TASK TO COMPLETE
Write the records out again in full, word for word.

(Dataset entries)
....

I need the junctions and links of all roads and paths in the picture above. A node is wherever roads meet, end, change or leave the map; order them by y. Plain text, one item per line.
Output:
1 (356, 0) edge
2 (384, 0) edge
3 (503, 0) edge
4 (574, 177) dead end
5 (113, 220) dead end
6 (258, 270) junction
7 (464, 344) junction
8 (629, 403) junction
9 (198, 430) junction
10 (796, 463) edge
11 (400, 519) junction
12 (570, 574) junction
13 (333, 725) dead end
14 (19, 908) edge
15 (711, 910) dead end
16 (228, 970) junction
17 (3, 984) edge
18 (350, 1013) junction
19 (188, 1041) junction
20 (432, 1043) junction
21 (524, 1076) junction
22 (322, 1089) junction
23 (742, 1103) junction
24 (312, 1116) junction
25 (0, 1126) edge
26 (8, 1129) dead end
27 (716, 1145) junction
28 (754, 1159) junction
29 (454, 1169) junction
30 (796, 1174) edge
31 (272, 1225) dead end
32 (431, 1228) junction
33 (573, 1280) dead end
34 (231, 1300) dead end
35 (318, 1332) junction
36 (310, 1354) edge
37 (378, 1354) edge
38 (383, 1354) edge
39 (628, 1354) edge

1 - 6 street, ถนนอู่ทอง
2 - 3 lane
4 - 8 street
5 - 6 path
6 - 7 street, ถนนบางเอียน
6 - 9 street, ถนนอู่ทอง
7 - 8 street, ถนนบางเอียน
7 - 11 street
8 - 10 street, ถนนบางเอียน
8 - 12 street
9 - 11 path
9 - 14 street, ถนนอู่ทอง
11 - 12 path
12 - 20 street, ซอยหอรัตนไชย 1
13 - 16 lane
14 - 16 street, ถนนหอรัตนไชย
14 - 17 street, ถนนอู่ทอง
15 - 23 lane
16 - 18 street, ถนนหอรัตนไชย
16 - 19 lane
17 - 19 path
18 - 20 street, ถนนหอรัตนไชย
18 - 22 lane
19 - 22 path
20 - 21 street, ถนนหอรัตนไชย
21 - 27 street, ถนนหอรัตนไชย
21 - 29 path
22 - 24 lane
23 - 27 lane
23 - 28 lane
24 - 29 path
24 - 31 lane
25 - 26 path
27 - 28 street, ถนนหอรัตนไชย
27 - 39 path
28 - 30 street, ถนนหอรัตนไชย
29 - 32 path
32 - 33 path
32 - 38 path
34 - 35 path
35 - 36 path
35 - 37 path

....

RESPONSE
I need the junctions and links of all roads and paths in the picture above. A node is wherever roads meet, end, change or leave the map; order them by y. Plain text, one item per line.
Output:
1 (356, 0) edge
2 (384, 0) edge
3 (503, 0) edge
4 (574, 177) dead end
5 (113, 220) dead end
6 (258, 270) junction
7 (464, 344) junction
8 (629, 403) junction
9 (198, 430) junction
10 (796, 463) edge
11 (400, 519) junction
12 (570, 574) junction
13 (333, 725) dead end
14 (19, 908) edge
15 (711, 910) dead end
16 (228, 970) junction
17 (3, 984) edge
18 (350, 1013) junction
19 (188, 1041) junction
20 (432, 1043) junction
21 (524, 1076) junction
22 (322, 1089) junction
23 (742, 1103) junction
24 (312, 1116) junction
25 (0, 1126) edge
26 (8, 1129) dead end
27 (716, 1145) junction
28 (754, 1159) junction
29 (454, 1169) junction
30 (796, 1174) edge
31 (272, 1225) dead end
32 (431, 1228) junction
33 (573, 1280) dead end
34 (231, 1300) dead end
35 (318, 1332) junction
36 (310, 1354) edge
37 (378, 1354) edge
38 (383, 1354) edge
39 (628, 1354) edge

1 - 6 street, ถนนอู่ทอง
2 - 3 lane
4 - 8 street
5 - 6 path
6 - 7 street, ถนนบางเอียน
6 - 9 street, ถนนอู่ทอง
7 - 8 street, ถนนบางเอียน
7 - 11 street
8 - 10 street, ถนนบางเอียน
8 - 12 street
9 - 11 path
9 - 14 street, ถนนอู่ทอง
11 - 12 path
12 - 20 street, ซอยหอรัตนไชย 1
13 - 16 lane
14 - 16 street, ถนนหอรัตนไชย
14 - 17 street, ถนนอู่ทอง
15 - 23 lane
16 - 18 street, ถนนหอรัตนไชย
16 - 19 lane
17 - 19 path
18 - 20 street, ถนนหอรัตนไชย
18 - 22 lane
19 - 22 path
20 - 21 street, ถนนหอรัตนไชย
21 - 27 street, ถนนหอรัตนไชย
21 - 29 path
22 - 24 lane
23 - 27 lane
23 - 28 lane
24 - 29 path
24 - 31 lane
25 - 26 path
27 - 28 street, ถนนหอรัตนไชย
27 - 39 path
28 - 30 street, ถนนหอรัตนไชย
29 - 32 path
32 - 33 path
32 - 38 path
34 - 35 path
35 - 36 path
35 - 37 path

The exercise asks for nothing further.